*** Available data Section Begins ***

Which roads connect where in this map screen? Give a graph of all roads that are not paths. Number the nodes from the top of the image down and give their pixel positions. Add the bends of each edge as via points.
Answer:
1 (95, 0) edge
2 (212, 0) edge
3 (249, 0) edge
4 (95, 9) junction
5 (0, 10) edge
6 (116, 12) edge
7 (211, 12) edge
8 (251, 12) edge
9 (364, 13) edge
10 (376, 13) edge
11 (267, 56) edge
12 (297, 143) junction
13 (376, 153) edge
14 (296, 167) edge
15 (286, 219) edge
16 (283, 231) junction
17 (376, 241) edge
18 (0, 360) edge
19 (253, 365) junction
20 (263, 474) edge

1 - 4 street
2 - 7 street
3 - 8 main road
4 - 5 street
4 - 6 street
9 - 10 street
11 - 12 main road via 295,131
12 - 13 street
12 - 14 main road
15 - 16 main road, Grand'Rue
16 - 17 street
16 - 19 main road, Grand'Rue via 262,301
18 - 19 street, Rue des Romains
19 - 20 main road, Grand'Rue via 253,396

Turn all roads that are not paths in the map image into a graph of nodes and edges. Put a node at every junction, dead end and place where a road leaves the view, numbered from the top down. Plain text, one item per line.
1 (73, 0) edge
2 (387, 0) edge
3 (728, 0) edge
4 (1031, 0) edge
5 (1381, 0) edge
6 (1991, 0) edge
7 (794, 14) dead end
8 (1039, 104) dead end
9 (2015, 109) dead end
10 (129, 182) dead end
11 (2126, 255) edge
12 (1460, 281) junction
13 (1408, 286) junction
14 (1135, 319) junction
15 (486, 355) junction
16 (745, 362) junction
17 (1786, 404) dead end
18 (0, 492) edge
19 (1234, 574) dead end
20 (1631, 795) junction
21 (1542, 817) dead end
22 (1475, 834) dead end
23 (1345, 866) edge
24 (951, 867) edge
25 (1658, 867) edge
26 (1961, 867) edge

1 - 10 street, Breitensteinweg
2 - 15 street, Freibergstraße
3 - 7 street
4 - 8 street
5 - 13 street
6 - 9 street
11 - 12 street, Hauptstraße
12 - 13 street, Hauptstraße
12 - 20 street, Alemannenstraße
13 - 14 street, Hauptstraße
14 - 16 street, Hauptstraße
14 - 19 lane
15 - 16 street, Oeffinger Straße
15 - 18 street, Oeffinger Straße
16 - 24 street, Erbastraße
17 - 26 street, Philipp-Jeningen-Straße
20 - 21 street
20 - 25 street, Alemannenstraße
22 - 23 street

*** Available data Section Ends ***

Only the lines from the one that contains "Turn all roads" to the end of the entries above should be given again, exactly and in full.

Turn all roads that are not paths in the map image into a graph of nodes and edges. Put a node at every junction, dead end and place where a road leaves the view, numbered from the top down. Plain text, one item per line.
1 (73, 0) edge
2 (387, 0) edge
3 (728, 0) edge
4 (1031, 0) edge
5 (1381, 0) edge
6 (1991, 0) edge
7 (794, 14) dead end
8 (1039, 104) dead end
9 (2015, 109) dead end
10 (129, 182) dead end
11 (2126, 255) edge
12 (1460, 281) junction
13 (1408, 286) junction
14 (1135, 319) junction
15 (486, 355) junction
16 (745, 362) junction
17 (1786, 404) dead end
18 (0, 492) edge
19 (1234, 574) dead end
20 (1631, 795) junction
21 (1542, 817) dead end
22 (1475, 834) dead end
23 (1345, 866) edge
24 (951, 867) edge
25 (1658, 867) edge
26 (1961, 867) edge

1 - 10 street, Breitensteinweg
2 - 15 street, Freibergstraße
3 - 7 street
4 - 8 street
5 - 13 street
6 - 9 street
11 - 12 street, Hauptstraße
12 - 13 street, Hauptstraße
12 - 20 street, Alemannenstraße
13 - 14 street, Hauptstraße
14 - 16 street, Hauptstraße
14 - 19 lane
15 - 16 street, Oeffinger Straße
15 - 18 street, Oeffinger Straße
16 - 24 street, Erbastraße
17 - 26 street, Philipp-Jeningen-Straße
20 - 21 street
20 - 25 street, Alemannenstraße
22 - 23 street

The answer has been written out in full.